I have avoided the Taifun GTR for a while because it's predominantly an MTL tank but they have just released a replacement post that converts it to a DL RTA so I grabbed one!

Initial indications are that is is a very restricted DL... not sure this one is going to go mainstream for me... unless I can find a way to get more air...

Very easy build.

Reactions: Like 3 | Winner 1


----------



## Rob Fisher (5/12/19)

Just a heads up for anyone thinking of buying this RTA... it's an MTL RTA even with the so-called DL post. Beautifully made and very quiet for those wanting an RTA to use when watching TV so your wife doesn't kak on you for the noise... but Direct Lung it AINT!

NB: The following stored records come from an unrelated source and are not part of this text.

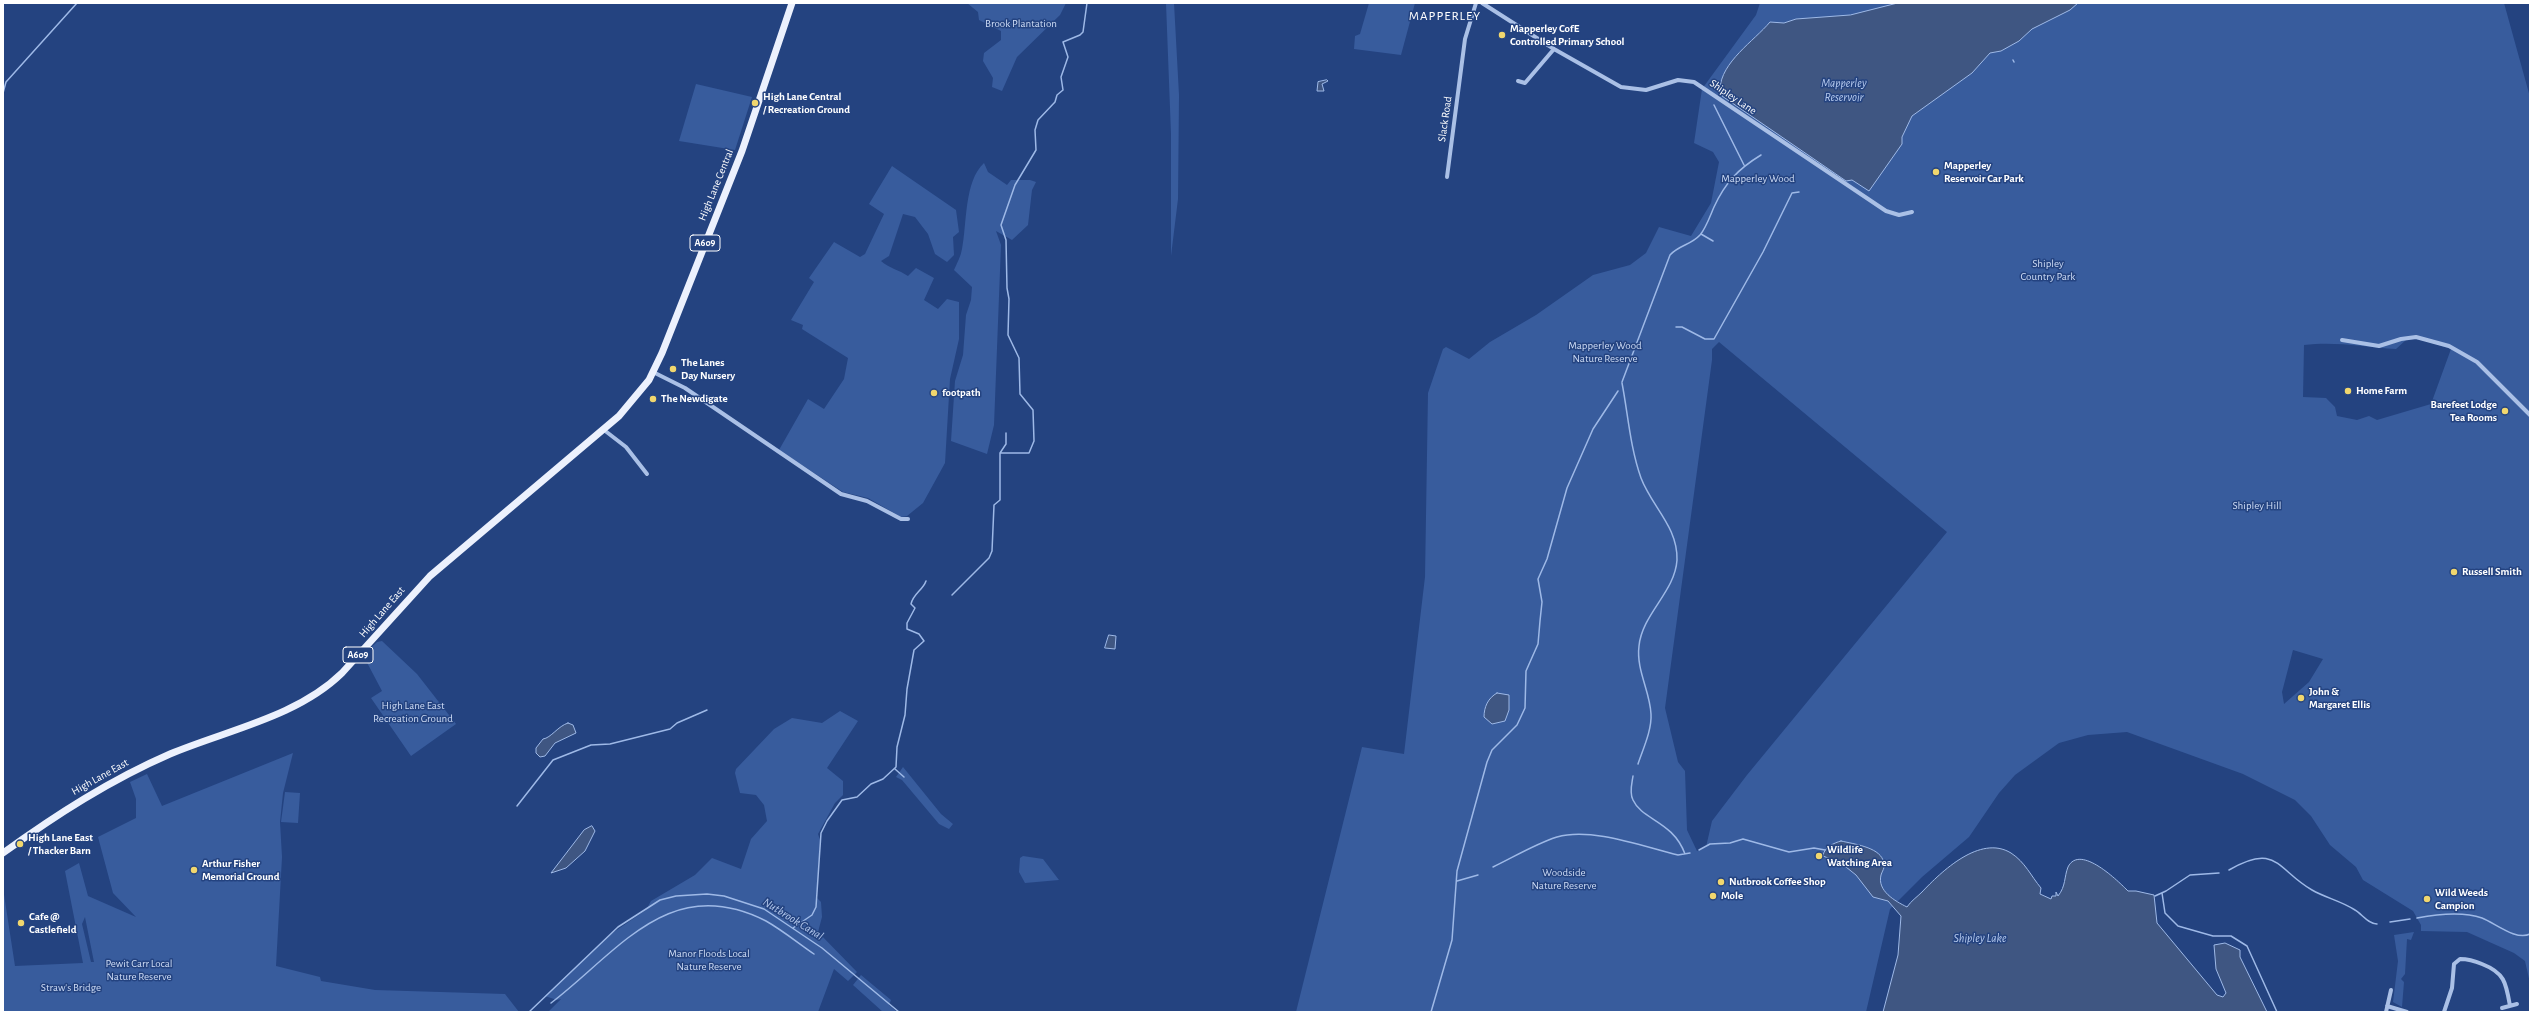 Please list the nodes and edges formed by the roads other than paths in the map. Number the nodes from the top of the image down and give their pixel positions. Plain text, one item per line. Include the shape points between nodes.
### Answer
1 (792, 3) edge
2 (1476, 3) edge
3 (1482, 3) edge
4 (1554, 49) junction
5 (1518, 81) dead end
6 (1447, 177) dead end
7 (1912, 212) dead end
8 (2342, 340) dead end
9 (654, 372) junction
10 (2530, 415) edge
11 (604, 430) junction
12 (647, 474) dead end
13 (908, 518) dead end
14 (3, 853) edge
15 (2391, 990) dead end
16 (2517, 1004) dead end
17 (2387, 1006) junction
18 (2510, 1006) junction
19 (2502, 1008) dead end
20 (2386, 1012) edge
21 (2407, 1012) edge
22 (2444, 1012) edge

1 - 9 main road, High Lane Central / A609 via 742,150
2 - 6 street, Slack Road via 1462,63
3 - 4 street, Shipley Lane
4 - 5 street via 1525,83
4 - 7 street, Shipley Lane via 1608,81 1634,90 1646,90 1678,80 1694,82 1886,211 1899,215
8 - 10 street via 2379,346 2416,337 2449,346 2477,362
9 - 11 main road, High Lane East / A609 via 639,394
9 - 13 street via 685,388 841,494 867,501 901,519
11 - 12 street via 626,447
11 - 14 main road, High Lane East / A609 via 430,576 347,668 326,687 279,712 170,754 115,780 68,808
15 - 17 street
16 - 18 street
17 - 20 street
17 - 21 street
18 - 19 street
18 - 22 street via 2507,988 2498,972 2470,960 2460,959 2454,964 2452,988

Reactions: Thanks 1 | Informative 1


----------



## Siodis (11/12/19)

Can I ask what build is this? I have 3 GTRs (all genuine ) and I use them for loose MTL with a simple build.


----------



## Rob Fisher (11/12/19)

Siodis said:


> Can I ask what build is this? I have 3 GTRs (all genuine ) and I use them for loose MTL with a simple build.



@Siodis it's a 2.5mm Nano Alien 3x29/38

Reactions: Like 1 | Winner 1


----------



## Siodis (13/12/19)

I'll try these,thanks for the reply Rob☺

Reactions: Like 1


----------